64th ISI World Statistics Congress

Tell me who your friends are, and I will tell you who you are: The role of the second most frequent group in cluster labeling

Conference

64th ISI World Statistics Congress

Format: CPS Abstract

Keywords: classification, clustered-data, interpretation

Session: CPS 06 - Clustering

Monday 17 July 8:30 a.m. - 9:40 a.m. (Canada/Eastern)

Abstract

Conventional classification techniques often achieve unsatisfactory results in multidimensional and unbalanced datasets. Unsupervised classification methods, such as cluster analysis, can expand the researcher’s horizons in discovering new features and providing unexpected interpretations. On the other hand, supervised classification methods can benefit from unsupervised findings. The interpretation of cluster analysis results is one of the most important steps toward identifying potential classes. Adding a new variable that represents the discovered classes to a classification model can significantly improve classification accuracy.
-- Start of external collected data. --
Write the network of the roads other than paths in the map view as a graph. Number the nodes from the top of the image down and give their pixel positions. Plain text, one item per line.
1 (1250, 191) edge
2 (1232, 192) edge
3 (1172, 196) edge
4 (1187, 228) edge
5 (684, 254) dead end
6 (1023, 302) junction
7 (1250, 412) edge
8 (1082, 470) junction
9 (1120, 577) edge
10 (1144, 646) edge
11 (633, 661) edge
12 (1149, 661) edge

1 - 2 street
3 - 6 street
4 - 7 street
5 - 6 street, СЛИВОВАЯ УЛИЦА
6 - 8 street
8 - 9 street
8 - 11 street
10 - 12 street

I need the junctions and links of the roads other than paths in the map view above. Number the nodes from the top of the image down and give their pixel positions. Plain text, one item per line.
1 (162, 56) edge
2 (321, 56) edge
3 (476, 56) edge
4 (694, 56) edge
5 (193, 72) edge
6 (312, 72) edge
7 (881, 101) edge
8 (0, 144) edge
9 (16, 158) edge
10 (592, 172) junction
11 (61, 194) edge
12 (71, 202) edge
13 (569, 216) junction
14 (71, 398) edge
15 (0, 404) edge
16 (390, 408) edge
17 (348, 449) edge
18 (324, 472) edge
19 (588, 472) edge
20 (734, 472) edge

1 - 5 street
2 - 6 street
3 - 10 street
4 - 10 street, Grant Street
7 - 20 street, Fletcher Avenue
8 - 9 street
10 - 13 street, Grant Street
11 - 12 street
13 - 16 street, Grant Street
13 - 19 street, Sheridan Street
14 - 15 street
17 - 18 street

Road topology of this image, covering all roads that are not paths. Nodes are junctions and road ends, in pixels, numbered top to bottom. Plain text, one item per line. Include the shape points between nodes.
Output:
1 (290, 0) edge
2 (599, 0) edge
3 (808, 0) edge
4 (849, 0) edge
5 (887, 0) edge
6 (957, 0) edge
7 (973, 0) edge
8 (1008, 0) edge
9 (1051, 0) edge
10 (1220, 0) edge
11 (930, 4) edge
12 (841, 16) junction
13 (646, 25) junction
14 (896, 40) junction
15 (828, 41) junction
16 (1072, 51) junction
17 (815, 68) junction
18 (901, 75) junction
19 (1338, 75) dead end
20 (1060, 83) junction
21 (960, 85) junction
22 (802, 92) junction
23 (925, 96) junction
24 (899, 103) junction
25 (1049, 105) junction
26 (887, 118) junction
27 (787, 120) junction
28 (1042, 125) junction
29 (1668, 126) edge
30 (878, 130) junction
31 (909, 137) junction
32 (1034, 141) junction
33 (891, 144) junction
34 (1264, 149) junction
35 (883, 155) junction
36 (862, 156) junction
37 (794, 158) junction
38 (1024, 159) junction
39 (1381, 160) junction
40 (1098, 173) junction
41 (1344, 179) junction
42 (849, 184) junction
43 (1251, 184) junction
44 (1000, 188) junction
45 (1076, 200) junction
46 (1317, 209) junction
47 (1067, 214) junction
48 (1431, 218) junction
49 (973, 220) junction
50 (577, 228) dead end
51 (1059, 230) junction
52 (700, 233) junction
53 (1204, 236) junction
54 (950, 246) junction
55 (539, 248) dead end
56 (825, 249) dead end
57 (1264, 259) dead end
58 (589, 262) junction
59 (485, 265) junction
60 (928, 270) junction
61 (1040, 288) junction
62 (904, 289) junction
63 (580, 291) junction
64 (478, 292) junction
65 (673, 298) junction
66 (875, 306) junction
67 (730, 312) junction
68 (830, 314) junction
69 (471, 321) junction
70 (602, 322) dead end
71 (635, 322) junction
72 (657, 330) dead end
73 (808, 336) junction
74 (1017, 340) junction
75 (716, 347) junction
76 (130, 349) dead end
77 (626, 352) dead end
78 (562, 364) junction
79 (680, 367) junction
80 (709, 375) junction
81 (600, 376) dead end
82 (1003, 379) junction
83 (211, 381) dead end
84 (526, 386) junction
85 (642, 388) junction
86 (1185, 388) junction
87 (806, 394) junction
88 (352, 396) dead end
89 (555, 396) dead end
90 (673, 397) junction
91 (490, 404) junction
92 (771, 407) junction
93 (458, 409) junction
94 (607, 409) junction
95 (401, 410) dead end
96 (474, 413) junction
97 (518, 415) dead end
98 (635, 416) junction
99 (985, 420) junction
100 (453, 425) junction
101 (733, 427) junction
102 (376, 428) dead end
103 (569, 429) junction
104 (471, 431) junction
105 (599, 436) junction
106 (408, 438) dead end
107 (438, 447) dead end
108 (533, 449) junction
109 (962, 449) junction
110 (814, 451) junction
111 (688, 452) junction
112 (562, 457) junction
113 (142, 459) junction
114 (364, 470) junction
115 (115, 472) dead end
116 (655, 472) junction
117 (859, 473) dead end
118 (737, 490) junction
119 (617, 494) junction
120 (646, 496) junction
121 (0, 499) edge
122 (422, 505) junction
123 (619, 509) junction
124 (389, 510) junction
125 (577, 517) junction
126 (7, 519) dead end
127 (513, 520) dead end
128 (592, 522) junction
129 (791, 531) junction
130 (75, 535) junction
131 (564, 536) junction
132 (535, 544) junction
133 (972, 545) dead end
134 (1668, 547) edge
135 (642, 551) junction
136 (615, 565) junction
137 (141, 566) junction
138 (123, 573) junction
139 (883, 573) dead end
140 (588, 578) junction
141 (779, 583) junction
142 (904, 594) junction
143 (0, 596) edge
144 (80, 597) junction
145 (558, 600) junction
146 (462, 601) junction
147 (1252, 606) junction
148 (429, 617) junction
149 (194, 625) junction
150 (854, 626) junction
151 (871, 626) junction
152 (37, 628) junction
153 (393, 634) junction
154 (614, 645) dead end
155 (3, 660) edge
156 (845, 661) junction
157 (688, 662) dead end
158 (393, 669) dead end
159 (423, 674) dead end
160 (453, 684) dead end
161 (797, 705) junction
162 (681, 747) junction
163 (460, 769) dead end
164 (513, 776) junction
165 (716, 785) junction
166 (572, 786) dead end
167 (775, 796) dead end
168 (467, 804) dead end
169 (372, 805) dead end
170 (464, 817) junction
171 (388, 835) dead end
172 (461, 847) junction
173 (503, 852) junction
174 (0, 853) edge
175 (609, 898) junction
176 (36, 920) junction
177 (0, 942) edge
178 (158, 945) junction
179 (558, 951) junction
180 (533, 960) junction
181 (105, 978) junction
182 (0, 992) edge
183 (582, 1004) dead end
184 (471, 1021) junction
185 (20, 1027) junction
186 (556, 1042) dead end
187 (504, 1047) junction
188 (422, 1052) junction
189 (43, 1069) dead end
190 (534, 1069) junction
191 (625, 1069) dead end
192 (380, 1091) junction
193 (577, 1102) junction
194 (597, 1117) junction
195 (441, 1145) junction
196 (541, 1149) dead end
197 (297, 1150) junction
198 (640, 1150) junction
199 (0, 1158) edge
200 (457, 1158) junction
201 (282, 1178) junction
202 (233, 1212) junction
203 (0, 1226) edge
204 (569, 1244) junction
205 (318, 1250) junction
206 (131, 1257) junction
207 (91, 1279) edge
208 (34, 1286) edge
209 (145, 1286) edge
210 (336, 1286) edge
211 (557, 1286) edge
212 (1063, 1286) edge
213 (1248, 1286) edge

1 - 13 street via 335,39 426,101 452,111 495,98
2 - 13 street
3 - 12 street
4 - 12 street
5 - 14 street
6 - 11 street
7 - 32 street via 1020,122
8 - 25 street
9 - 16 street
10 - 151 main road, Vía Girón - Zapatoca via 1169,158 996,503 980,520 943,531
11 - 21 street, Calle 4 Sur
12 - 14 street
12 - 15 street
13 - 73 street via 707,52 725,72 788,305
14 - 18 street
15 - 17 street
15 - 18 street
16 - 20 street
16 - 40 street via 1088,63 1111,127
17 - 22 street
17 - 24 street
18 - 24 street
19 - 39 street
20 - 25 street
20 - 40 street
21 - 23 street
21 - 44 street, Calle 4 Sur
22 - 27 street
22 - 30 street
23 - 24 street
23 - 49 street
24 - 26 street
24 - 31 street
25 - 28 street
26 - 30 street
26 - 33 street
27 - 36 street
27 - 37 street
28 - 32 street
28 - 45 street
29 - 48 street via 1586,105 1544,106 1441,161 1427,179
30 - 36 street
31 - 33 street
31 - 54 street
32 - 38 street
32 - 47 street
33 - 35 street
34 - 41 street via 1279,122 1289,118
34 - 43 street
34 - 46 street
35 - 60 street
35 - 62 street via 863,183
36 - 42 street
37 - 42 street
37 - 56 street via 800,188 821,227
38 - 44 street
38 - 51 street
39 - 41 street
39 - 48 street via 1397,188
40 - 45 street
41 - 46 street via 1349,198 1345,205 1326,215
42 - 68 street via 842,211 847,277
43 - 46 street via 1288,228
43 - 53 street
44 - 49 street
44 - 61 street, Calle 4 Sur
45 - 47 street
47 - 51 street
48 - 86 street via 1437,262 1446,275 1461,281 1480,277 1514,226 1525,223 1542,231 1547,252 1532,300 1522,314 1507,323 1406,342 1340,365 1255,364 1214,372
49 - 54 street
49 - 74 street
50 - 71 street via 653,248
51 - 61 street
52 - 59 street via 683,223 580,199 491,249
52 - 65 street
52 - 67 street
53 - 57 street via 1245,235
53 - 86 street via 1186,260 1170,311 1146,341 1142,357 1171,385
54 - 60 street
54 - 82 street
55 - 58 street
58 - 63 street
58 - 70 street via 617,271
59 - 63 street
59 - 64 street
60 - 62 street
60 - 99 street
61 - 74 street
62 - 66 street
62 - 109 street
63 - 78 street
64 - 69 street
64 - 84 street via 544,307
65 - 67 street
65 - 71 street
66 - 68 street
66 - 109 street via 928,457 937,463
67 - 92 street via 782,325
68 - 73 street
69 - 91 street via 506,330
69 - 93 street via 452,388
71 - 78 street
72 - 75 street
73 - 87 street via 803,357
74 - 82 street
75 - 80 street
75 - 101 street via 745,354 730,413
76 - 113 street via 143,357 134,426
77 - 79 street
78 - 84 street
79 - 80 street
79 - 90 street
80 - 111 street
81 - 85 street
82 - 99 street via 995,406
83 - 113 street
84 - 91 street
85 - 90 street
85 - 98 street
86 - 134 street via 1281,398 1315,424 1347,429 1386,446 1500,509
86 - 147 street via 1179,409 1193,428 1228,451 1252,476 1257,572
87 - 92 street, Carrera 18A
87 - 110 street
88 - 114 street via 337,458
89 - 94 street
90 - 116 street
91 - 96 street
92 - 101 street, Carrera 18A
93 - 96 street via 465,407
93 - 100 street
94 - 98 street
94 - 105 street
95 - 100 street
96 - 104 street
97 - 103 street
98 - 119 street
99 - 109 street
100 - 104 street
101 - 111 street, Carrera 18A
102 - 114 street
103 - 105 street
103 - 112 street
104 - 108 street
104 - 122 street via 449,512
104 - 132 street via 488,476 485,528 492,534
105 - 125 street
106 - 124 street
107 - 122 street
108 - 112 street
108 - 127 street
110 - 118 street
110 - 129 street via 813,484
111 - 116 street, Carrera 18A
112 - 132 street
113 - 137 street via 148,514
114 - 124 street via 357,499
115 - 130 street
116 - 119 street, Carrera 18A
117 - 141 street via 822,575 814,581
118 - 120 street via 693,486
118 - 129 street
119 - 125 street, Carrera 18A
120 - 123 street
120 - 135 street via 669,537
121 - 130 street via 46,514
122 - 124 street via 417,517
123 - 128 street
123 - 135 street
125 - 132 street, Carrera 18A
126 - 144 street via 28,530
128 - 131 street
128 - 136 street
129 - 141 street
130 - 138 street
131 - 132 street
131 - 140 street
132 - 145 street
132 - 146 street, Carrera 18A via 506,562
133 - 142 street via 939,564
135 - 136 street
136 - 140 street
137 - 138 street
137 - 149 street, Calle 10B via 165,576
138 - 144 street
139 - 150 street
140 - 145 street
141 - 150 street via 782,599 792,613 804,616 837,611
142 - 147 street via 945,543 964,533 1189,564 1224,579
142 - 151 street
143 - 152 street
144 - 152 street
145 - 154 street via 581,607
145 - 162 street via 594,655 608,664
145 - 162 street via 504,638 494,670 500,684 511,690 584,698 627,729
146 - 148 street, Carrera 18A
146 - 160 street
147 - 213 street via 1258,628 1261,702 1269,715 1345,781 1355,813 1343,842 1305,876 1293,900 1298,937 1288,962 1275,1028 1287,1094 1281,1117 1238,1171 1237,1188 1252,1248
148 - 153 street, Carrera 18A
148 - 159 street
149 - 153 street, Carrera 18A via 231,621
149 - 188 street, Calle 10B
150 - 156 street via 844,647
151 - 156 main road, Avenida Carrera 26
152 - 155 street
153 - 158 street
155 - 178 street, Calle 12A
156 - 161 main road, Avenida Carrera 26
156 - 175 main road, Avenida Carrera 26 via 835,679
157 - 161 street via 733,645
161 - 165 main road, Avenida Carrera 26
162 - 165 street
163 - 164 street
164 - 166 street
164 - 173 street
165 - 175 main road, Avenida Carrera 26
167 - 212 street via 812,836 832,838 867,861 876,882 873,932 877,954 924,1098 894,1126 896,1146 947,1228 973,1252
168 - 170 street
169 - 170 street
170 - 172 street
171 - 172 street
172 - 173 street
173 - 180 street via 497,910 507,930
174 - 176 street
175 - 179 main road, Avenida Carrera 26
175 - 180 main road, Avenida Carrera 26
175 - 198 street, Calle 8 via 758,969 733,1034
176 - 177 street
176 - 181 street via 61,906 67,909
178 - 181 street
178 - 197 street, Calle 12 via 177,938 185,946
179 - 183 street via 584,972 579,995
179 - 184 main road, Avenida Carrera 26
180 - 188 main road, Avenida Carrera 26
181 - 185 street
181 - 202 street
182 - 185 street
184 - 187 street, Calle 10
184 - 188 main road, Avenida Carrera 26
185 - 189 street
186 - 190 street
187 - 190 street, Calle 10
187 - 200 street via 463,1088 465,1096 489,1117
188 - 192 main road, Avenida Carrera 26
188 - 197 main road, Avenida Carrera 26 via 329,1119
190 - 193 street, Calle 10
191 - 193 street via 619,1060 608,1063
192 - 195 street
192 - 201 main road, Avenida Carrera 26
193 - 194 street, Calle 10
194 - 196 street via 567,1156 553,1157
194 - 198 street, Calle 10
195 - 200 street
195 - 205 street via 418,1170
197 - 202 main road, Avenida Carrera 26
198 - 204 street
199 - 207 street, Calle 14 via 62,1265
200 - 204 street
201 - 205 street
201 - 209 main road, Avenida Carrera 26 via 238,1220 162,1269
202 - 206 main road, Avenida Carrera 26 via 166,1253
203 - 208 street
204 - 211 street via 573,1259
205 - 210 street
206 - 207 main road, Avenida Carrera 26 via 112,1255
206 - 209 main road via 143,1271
We focus on the labeling of cluster analysis results, which often depend on the human perception of the studied object. Cluster analysis of databases that include mixed numerical and categorical data is often problematic for interpretation. When experts label the classes obtained from the cluster analysis, they usually focus on the most frequent group in each categorical variable. The observations that fall into the same cluster but have a different categorical variable value usually receive less attention. The main goal of the present study is to highlight the group of observations with the second most frequent value for a categorical variable in the same cluster in order to learn about the similarities and dissimilarities of different population groups. In certain situations, the second frequent group is not less informative than the most frequent group. As a well-known idiom says, "Tell me who your friends are, and I will tell you who you are". The ability to draw conclusions from similarities between different members of the same cluster is even more interesting for unbalanced datasets. In these cases, the minority value of the categorical variable often fails to “cause” the clustering algorithm to create a separate cluster and the observations are “forced” to join clusters with observations that are close enough. We set a goal to identify situations where focusing on the second most frequent group in the cluster improves the interpretation, labeling, and, finally, the classification results.